I don't know about triangle inequality average, the pictures I found looks related but different.

So the first thing I did was to get a binary version working, based on adding bits to a fractional angle. I used the source code found here: http://www.mndynamics.com/indexp.html to get a working version. The resulting grayscale image was very smooth (shown by the contour lines) but it's pretty obvious that it doesn't capture the complexity of the boundary.
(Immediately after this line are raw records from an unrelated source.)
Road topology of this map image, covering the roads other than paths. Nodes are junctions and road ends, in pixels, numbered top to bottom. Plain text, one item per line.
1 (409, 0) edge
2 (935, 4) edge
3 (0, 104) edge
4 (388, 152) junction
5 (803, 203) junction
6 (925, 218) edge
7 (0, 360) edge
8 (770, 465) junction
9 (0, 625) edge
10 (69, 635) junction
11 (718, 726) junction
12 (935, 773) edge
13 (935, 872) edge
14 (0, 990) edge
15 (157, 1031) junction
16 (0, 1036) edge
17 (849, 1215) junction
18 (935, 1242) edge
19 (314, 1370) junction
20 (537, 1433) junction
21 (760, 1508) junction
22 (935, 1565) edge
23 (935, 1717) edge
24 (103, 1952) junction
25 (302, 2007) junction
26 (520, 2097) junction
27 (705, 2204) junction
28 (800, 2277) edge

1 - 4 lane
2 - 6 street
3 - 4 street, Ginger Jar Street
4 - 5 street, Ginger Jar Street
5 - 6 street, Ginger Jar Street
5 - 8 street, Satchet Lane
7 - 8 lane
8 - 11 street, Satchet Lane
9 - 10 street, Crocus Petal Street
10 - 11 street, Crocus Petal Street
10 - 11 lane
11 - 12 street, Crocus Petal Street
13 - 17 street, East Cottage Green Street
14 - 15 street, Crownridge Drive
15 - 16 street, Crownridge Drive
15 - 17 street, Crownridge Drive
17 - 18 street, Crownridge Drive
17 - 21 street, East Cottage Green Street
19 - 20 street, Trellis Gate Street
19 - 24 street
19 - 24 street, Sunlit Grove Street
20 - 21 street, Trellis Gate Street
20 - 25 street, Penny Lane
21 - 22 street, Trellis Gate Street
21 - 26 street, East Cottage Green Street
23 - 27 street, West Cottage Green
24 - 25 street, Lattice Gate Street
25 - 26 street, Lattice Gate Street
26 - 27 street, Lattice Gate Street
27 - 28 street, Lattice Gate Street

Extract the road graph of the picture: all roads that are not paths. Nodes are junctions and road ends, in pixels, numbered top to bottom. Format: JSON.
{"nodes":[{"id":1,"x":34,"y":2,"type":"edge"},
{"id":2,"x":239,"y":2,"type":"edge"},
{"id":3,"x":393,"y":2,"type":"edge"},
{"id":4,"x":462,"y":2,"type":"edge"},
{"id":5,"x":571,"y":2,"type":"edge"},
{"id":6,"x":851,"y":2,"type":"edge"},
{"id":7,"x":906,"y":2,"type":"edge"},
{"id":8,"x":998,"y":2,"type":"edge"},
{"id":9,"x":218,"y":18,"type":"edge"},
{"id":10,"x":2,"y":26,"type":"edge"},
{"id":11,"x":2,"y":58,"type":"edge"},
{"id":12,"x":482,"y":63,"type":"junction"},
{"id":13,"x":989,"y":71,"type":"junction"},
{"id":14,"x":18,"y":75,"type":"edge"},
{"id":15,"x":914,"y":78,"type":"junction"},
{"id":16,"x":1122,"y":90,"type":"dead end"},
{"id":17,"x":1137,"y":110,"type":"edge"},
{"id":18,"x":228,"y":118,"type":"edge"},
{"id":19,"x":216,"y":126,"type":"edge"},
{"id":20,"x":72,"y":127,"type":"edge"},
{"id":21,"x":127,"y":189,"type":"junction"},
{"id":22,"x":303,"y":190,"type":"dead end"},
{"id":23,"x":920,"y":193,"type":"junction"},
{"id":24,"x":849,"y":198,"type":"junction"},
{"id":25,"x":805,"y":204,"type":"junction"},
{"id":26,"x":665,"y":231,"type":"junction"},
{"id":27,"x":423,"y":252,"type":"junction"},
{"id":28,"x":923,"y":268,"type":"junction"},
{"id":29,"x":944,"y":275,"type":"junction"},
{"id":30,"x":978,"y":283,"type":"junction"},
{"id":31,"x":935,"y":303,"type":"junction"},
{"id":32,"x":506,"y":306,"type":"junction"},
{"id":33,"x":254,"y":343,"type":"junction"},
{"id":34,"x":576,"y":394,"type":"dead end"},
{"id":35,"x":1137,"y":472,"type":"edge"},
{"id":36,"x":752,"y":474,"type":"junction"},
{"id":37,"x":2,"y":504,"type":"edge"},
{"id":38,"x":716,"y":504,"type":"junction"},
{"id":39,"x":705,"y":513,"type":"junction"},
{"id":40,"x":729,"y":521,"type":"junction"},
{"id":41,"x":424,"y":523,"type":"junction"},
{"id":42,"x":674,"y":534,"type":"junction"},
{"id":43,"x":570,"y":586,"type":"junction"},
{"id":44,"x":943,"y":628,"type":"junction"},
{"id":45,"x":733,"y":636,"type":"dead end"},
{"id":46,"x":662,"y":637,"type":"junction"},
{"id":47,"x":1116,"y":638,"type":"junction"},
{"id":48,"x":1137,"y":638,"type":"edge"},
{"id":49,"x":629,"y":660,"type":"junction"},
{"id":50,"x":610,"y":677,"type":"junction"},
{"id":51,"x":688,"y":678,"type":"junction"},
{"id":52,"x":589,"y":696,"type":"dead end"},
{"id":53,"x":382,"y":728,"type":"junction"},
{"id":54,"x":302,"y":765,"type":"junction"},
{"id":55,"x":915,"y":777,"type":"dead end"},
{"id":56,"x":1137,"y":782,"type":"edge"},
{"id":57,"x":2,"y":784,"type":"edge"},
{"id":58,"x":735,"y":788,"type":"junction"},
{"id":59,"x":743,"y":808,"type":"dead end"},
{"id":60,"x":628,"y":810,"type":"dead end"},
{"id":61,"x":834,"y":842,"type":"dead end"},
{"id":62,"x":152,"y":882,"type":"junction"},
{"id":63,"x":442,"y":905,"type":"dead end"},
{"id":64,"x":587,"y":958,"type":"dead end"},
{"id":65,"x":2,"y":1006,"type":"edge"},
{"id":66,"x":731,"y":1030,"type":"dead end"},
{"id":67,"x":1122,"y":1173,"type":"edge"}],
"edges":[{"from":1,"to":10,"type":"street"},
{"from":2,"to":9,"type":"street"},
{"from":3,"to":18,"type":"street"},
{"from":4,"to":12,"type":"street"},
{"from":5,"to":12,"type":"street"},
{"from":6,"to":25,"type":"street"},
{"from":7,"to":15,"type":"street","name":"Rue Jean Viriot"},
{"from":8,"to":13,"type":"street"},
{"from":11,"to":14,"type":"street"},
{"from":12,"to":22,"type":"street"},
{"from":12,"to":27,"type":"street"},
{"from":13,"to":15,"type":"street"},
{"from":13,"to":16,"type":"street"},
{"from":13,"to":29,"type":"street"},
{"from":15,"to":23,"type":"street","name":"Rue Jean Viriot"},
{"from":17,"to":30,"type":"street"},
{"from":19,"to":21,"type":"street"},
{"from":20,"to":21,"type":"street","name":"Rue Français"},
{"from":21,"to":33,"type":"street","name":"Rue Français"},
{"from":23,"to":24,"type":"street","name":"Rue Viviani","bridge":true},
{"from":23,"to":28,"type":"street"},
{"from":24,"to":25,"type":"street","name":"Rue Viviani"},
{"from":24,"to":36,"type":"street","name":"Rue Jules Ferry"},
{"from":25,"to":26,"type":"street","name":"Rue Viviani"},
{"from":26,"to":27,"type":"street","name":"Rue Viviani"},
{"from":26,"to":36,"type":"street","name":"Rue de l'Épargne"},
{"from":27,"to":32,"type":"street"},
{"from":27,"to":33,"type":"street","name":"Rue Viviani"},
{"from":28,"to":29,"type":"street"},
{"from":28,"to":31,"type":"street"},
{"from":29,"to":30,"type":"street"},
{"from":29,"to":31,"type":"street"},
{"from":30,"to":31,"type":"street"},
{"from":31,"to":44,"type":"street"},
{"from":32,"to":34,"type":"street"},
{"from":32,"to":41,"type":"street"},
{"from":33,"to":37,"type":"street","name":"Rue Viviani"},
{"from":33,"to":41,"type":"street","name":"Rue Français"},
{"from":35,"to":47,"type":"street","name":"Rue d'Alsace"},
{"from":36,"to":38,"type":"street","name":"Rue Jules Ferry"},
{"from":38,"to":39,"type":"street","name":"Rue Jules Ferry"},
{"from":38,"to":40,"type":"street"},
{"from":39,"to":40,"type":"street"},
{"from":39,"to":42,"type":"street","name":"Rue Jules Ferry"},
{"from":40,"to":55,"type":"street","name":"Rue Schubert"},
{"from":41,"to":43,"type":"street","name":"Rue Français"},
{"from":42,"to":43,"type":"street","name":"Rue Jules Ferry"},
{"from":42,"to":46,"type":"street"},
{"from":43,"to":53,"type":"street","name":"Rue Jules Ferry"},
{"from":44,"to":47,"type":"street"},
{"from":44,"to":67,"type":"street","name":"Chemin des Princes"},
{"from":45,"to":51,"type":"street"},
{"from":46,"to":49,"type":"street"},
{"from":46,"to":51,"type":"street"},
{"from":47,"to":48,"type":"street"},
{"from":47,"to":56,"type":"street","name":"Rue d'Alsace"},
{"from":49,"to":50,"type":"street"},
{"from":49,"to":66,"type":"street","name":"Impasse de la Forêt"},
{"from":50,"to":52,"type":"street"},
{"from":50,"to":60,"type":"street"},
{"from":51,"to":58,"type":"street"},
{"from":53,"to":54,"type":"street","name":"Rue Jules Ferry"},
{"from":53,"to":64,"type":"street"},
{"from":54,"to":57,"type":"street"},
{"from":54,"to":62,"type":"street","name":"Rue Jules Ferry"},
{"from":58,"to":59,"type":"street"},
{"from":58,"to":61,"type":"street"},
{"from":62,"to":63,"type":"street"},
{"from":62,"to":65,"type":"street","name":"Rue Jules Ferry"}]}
Then I found a formula for calculating the gradient of the potential (smoothed iteration count) at this site: http://linas.org/art-gallery/escape/ray.html  So, for a given c-value in the plane, I would get the distance to the set using the standard distance estimation, and then take a step of that length going down the gradient. This would give me a new c-value, where I would find the new distance and gradient and take another step, until c was very far from the origin. Then, I would plot the original pixel with the angle of the distant c-value. The resulting grayscale image looked just as smooth as the binary version, and it captured the detail at the boundary. However, when I ran contour lines along it there was obvious errors creeping in from taking too large of a step.


I realized that this was a case of Euler integration, so I knew I could improve the accuracy by switching to Runge-Kutta instead. Also, I limit the step size to a fraction of the distance, and I give a maximum cutoff. Limiting the step size along with using Runge-Kutta gave a result just as smooth as the binary method, but it captures the boundary (and I actually understand what it's doing LOL).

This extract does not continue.